Insurer’s Withdrawal of Cumis-Triggering Reservation of Rights Eliminates Insured’s Right to Cumis Counsel

The California Court of Appeal affirmed a trial court’s summary judgment for an insurer holding the insurer could refuse to pay attorney’s fees to counsel the insured had selected pursuant to Civil Code section 2860 and San Diego Federal Credit Union v. Cumis Ins. Society, Inc. (1984) 162 Cal.App.3d 358 after the insurer withdrew its Cumis-triggering reservation of rights. 

In Swanson v. State Farm General Insurance Co., decided Sept. 23, the Court of Appeal held no Cumis-triggering conflict exists after an insurer withdraws all reservations of rights and coverage defenses that gave rise to the insured’s right to such counsel. 

State Farm General Insurance Co. issued Terry Ann Swanson a Homeowners Insurance Policy. It provided personal and general liability coverage for her real property in La Crescenta and stated that State Farm would “provide a defense at our expense by counsel of our choice” if a third party sued Swanson for damages for covered “bodily injury” or “property damage” caused by an “occurrence.” 

Swanson filed an action against her neighbors for personal injury and property damage caused by the failure of her neighbors’ retaining wall.  The neighbors filed a cross-complaint against Swanson for premises liability and negligence in connection with the incident.  Swanson’s counsel, Richard E. Blasco, tendered the claim to State Farm, which accepted the defense subject to a reservation of rights regarding certain policy defenses.  State Farm also accepted Swanson’s choice of Blasco as Cumis counsel.

State Farm subsequently amended its reservation of rights and withdrew the policy defenses it had asserted.  State Farm informed Swanson that it had retained separate counsel to assume the defense of the cross-complaint from Blasco, and that the removal of the Cumis-triggering conflict eliminated its obligation to pay Swanson as independent counsel.  Swanson agreed to add the separate attorney as co-counsel but did not remove Blasco.  Blasco continued to bill State Farm, but State Farm did not make further payments.

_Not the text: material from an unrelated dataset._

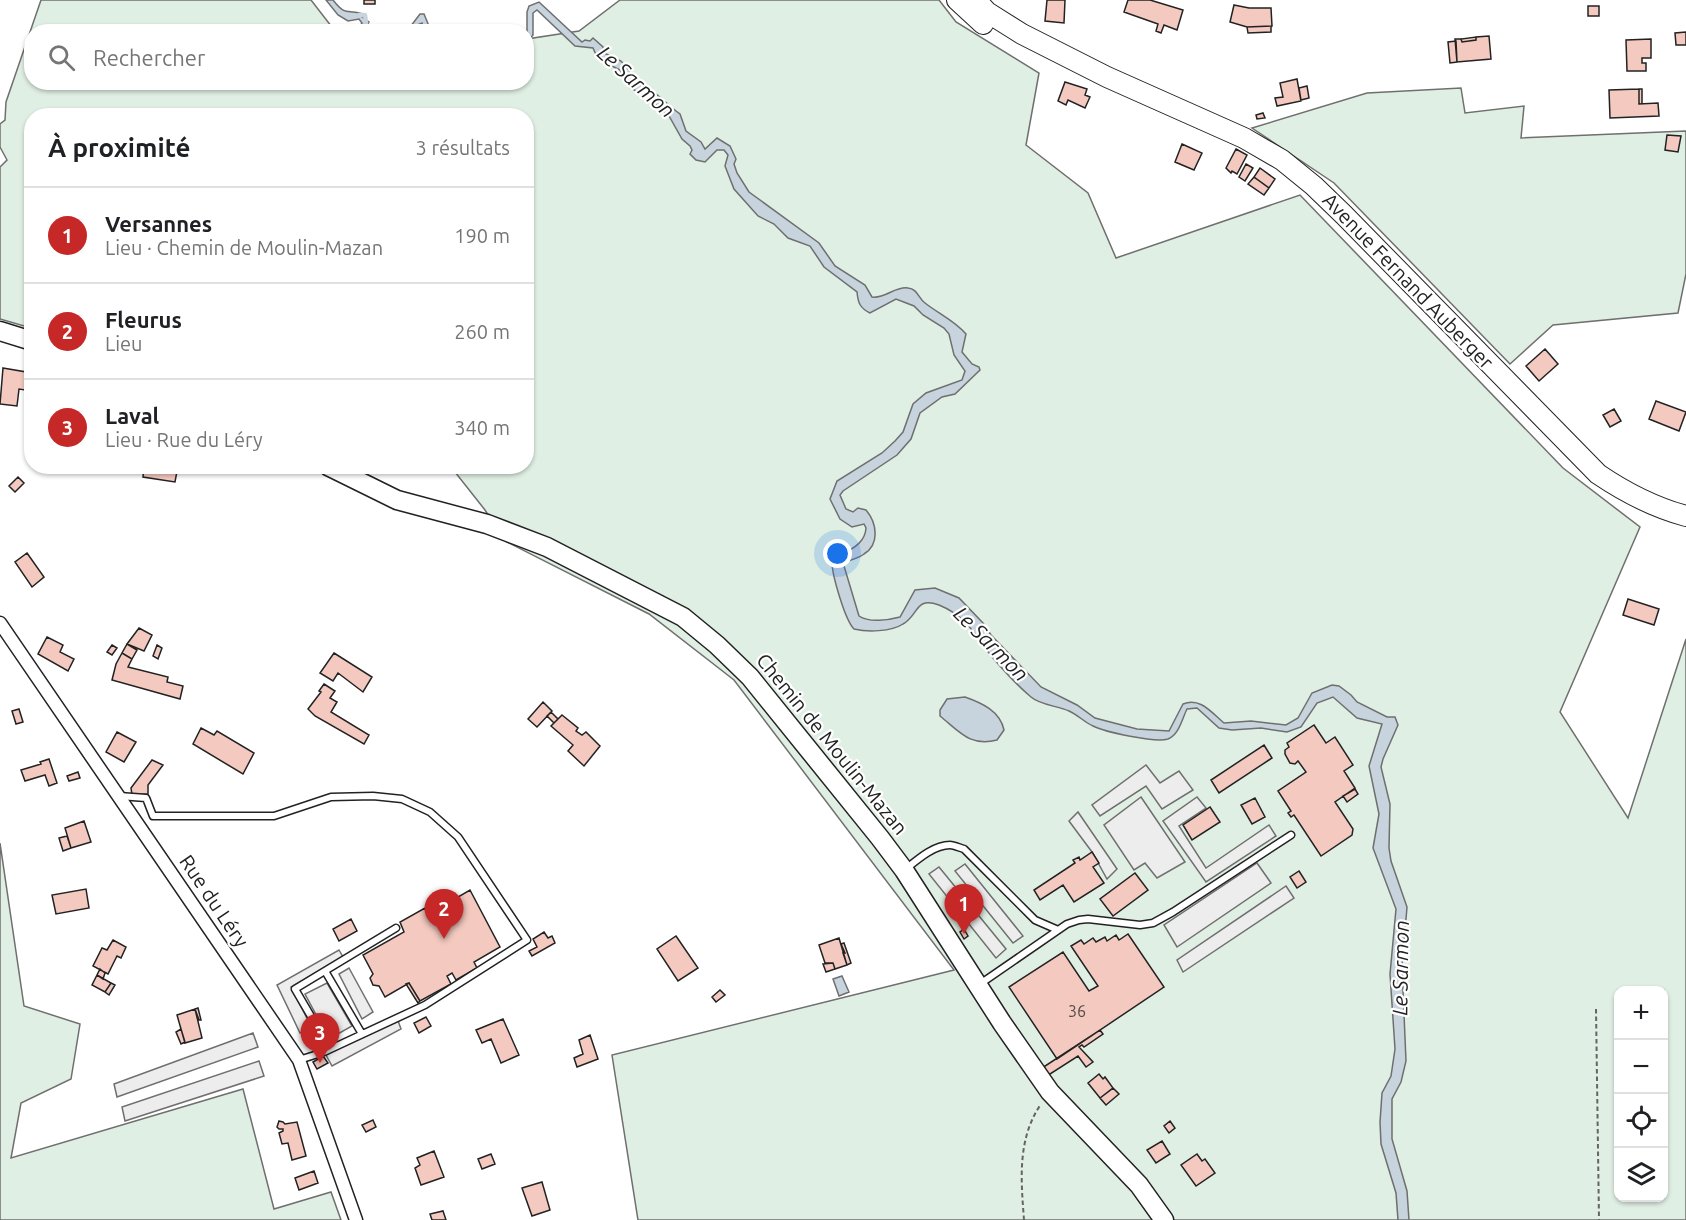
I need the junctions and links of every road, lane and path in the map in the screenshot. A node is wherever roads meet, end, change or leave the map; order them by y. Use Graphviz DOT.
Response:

After the underlying action resolved, Swanson sued State Farm alleging, among other things, breach of insurance contract and breach of the implied covenant of good faith and fair dealing.  State Farm moved for summary judgment arguing that, once it withdrew its Cumis-triggering reservations of rights, Swanson was no longer entitled to Cumis counsel.  State Farm was then entitled to choose its own counsel to defend and was not obligated to pay Swanson’s personal counsel. The trial court agreed with State Farm and granted its motion.  Swanson appealed.  The Court of Appeal affirmed.

The Court of Appeal first stated that, because an insurer’s duty to defend is broader than its duty to indemnify, an insurer has an incentive to reserve a broad spectrum of coverage defenses to limit its obligation to indemnify to only covered claims.  When an insurer selects an attorney to defend the insured, the attorney represents the interests of the insurer and insured.  This dual representation can create the need for independent or Cumis counsel if an insurer’s reservation creates a conflict of interest between the insurer and insured. 

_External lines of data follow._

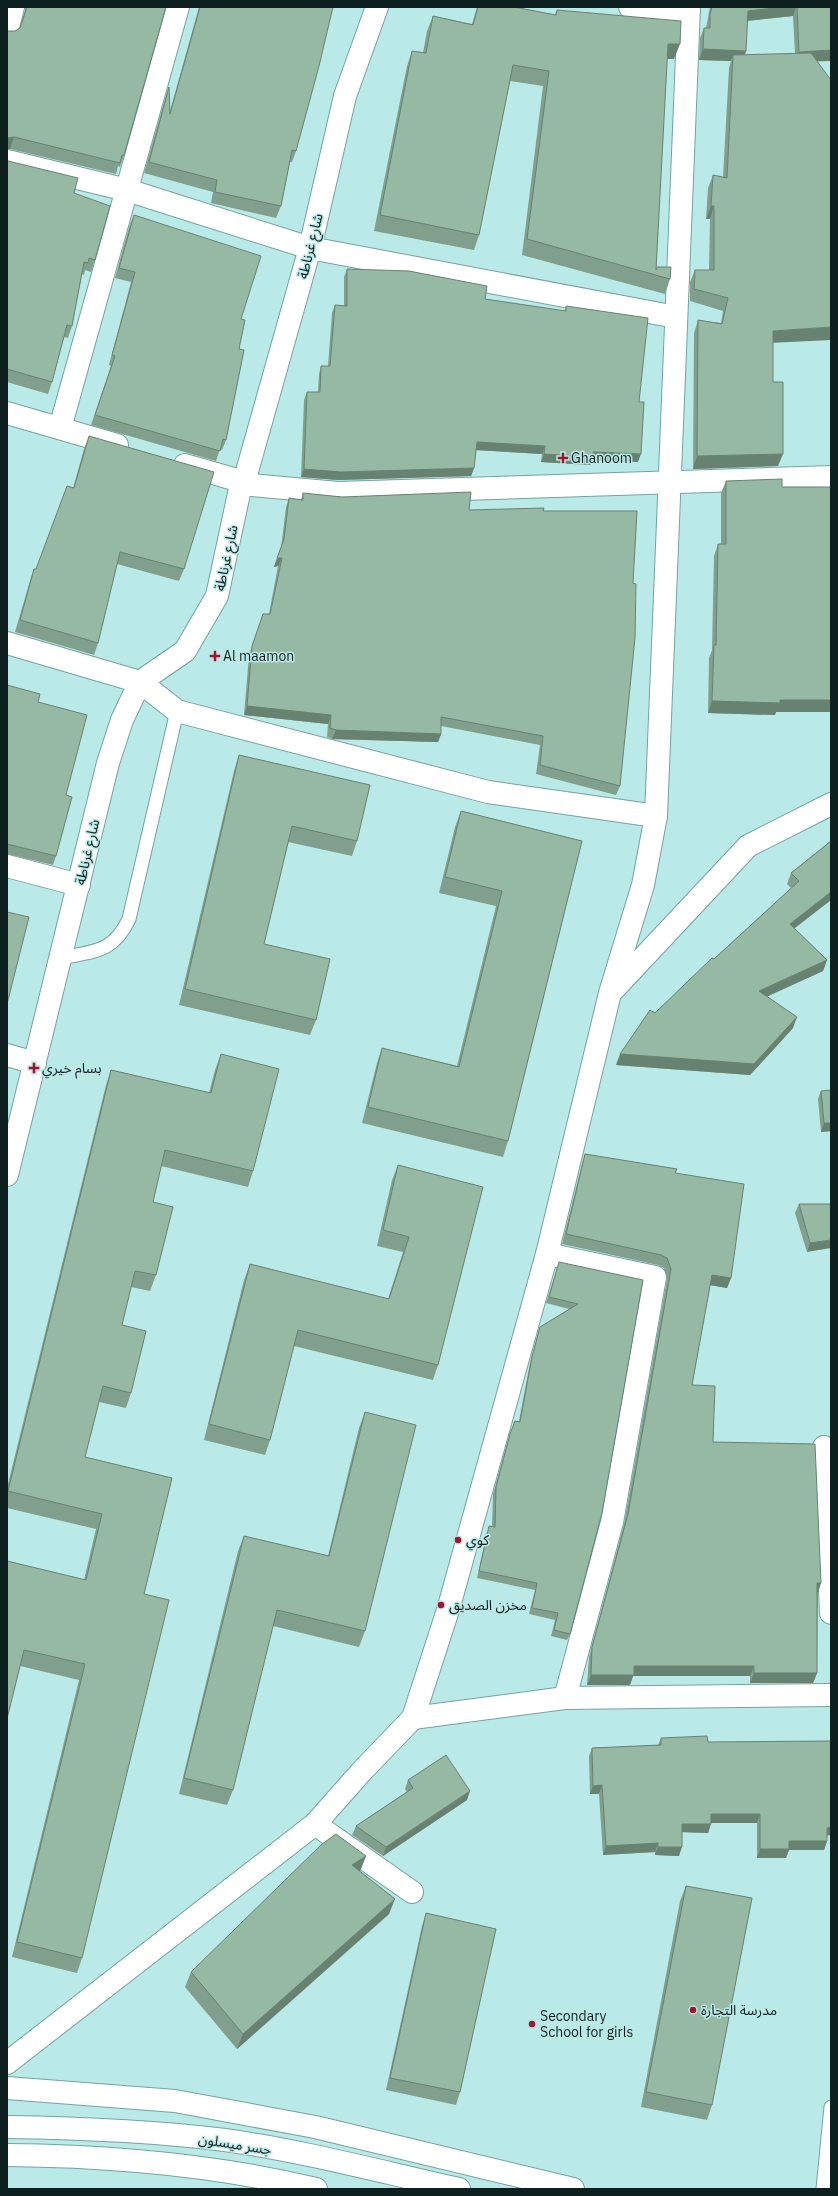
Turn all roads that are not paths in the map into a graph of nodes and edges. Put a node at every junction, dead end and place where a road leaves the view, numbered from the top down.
1 (13, 7) edge
2 (178, 7) edge
3 (377, 7) edge
4 (630, 7) edge
5 (689, 9) edge
6 (7, 31) edge
7 (7, 161) edge
8 (127, 190) junction
9 (310, 248) junction
10 (676, 317) junction
11 (7, 413) edge
12 (60, 428) junction
13 (137, 450) edge
14 (168, 460) edge
15 (831, 477) edge
16 (243, 483) junction
17 (669, 484) junction
18 (7, 643) edge
19 (140, 682) junction
20 (177, 711) junction
21 (831, 804) edge
22 (656, 816) junction
23 (7, 866) edge
24 (79, 885) junction
25 (61, 958) junction
26 (610, 992) junction
27 (7, 1055) edge
28 (35, 1062) junction
29 (7, 1174) edge
30 (547, 1254) junction
31 (824, 1447) dead end
32 (831, 1613) edge
33 (831, 1695) edge
34 (565, 1698) junction
35 (413, 1718) junction
36 (315, 1824) junction
37 (412, 1892) dead end
38 (7, 2063) edge
39 (7, 2088) edge
40 (831, 2112) edge
41 (7, 2127) edge
42 (7, 2155) edge
43 (316, 2189) edge
44 (459, 2189) edge
45 (573, 2189) edge
46 (824, 2189) edge

1 - 6 street
2 - 8 street
3 - 9 street, شارع غرناطة
4 - 5 street
5 - 10 street
7 - 8 street
8 - 9 street
8 - 12 street
9 - 10 street
9 - 16 street, شارع غرناطة
10 - 17 street
11 - 12 street
12 - 13 street
14 - 16 street
15 - 17 street
16 - 17 street
16 - 19 street, شارع غرناطة
17 - 22 street
18 - 19 street
19 - 20 street
19 - 24 street, شارع غرناطة
20 - 22 street
20 - 25 lane
21 - 26 street
22 - 26 street
23 - 24 street
24 - 25 street, شارع غرناطة
25 - 28 street, شارع غرناطة
26 - 30 street
27 - 28 street
28 - 29 street, شارع غرناطة
30 - 34 street
30 - 35 street
31 - 32 street
33 - 34 street
34 - 35 street
35 - 36 street
36 - 37 street
36 - 38 street
39 - 45 street
40 - 46 lane
41 - 44 street, جسر ميسلون
42 - 43 street, جسر ميسلون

Civil Code section 2860 codified the Cumis rule by requiring a defending insurer to provide independent (also still known as Cumis) counsel for its insured if a disqualifying conflict of interest arises and the insured does not provide a written waiver of the right to such counsel.   However, the Court of Appeal agreed with State Farm and the trial court that an insurer’s duty to maintain Cumis counsel exists only while it maintains a Cumis-triggering reservation of rights. 

The Court of Appeal noted that it was undisputed that State Farm reserved coverage rights that created a disqualifying conflict of interest triggering its duty to pay for Cumis counsel for Swanson.  It also was undisputed that State Farm could waive its Cumis-triggering defenses and that State Farm did withdraw its broadest coverage reservations thereby eliminating the disqualifying conflict of interest.  The Court of Appeal held that once State Farm withdrew its Cumis-triggering reservation of rights, it no longer had an obligation to allow Swanson to control the litigation or an obligation to pay the attorney’s fees of Swanson’s Cumis counsel.

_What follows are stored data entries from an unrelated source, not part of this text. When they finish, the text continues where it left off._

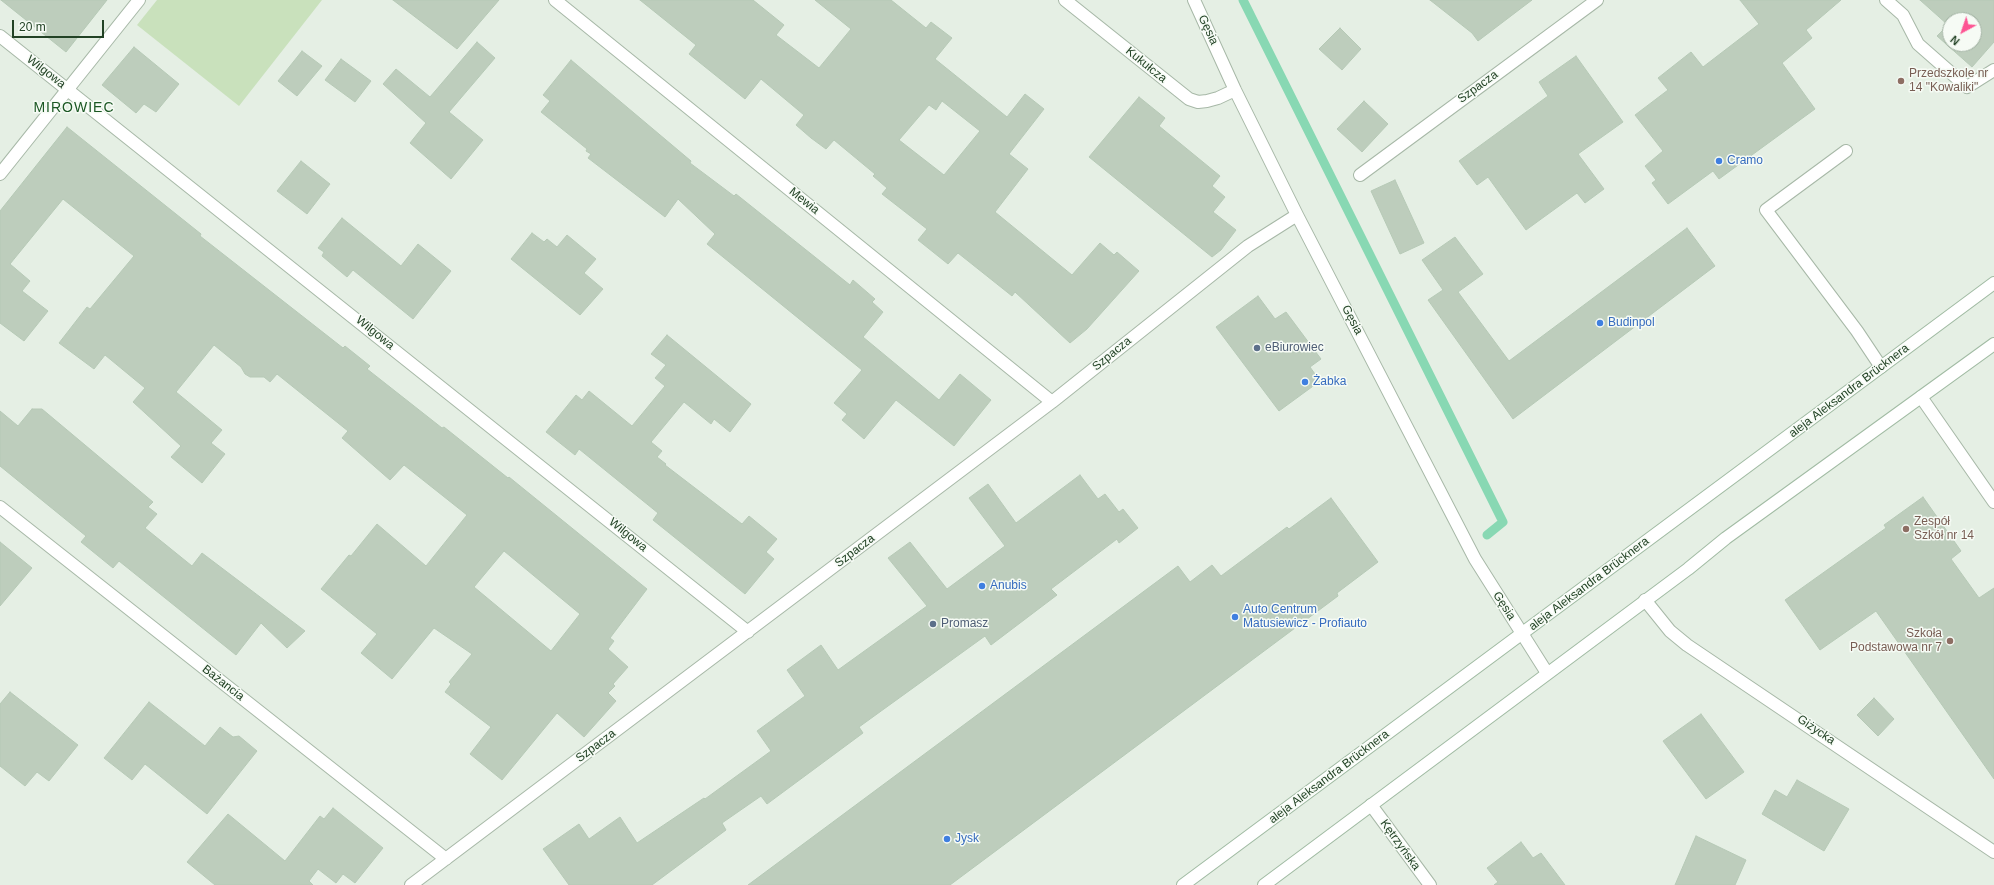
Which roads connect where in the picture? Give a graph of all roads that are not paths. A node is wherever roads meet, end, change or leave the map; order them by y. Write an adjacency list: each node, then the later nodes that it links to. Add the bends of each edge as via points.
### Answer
1 (139, 0): 9 (street)
2 (555, 0): 19 (street, Mewia)
3 (1065, 0): 10 (street, Kukułcza, via 1189,100 1206,101)
4 (1194, 0): 10 (street, Gęsia)
5 (1597, 0): 13 (street, Szpacza)
6 (1886, 0): 8 (street, via 1903,15 1918,44 1968,88)
7 (0, 36): 9 (street, Wilgowa)
8 (1994, 70)
9 (68, 89): 12 (street); 23 (street, Wilgowa)
10 (1235, 90): 14 (street, Gęsia)
11 (1846, 151): 17 (street, via 1766,210)
12 (0, 174)
13 (1360, 174)
14 (1297, 215): 19 (street, Szpacza, via 1248,246); 24 (street, Gęsia, via 1475,559)
15 (1994, 283): 17 (street, aleja Aleksandra Brücknera)
16 (1994, 344): 18 (street)
17 (1881, 367): 24 (street, aleja Aleksandra Brücknera)
18 (1921, 397): 20 (street); 22 (street)
19 (1052, 402): 23 (street, Szpacza)
20 (1994, 502)
21 (0, 507): 28 (street, Bażancia)
22 (1645, 600): 25 (street); 27 (street, Giżycka, via 1670,631 1687,645)
23 (748, 632): 28 (street, Szpacza)
24 (1522, 634): 25 (street, Gęsia); 30 (street, aleja Aleksandra Brücknera)
25 (1547, 673): 26 (street)
26 (1371, 805): 31 (street); 32 (street, Kętrzyńska)
27 (1994, 852)
28 (446, 859): 29 (street, Szpacza)
29 (411, 885)
30 (1183, 885)
31 (1264, 885)
32 (1430, 885)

The Court of Appeal rejected Swanson’s contentions that State Farm relinquished its right to cease paying Cumis counsel by modifying the terms of the policy or failing to specifically reserve its right to stop paying Cumis counsel.  The Court of Appeal found that the correspondence from State Farm merely preserved State Farm’s rights to assert coverage defenses and implemented the provisions of Civil Code section 2860 requiring Cumis counsel to meet certain professional requirements and limiting the amount State Farm had to pay Cumis counsel.  Finally, the Court of Appeal found that there was no authority requiring an insurer to expressly reserve its rights under Cumis or risk waiver, and found that an insurer’s Cumis obligations are based on ethical obligations and not insurance law.

Since State Farm had no duty to continue to allow Swanson’s Cumis counsel to control the litigation or to pay for Swanson’s Cumis counsel, State Farm did not breach the insurance contract, and could not be liable for the breach of the implied covenant of good faith and fair dealing.  

Click here for the opinion.

This opinion is not final.  The Court of Appeal may modify it on rehearing or the California Supreme Court may order it depublished or grant review.  The latter two events would render the opinion unavailable as legal authority in California courts.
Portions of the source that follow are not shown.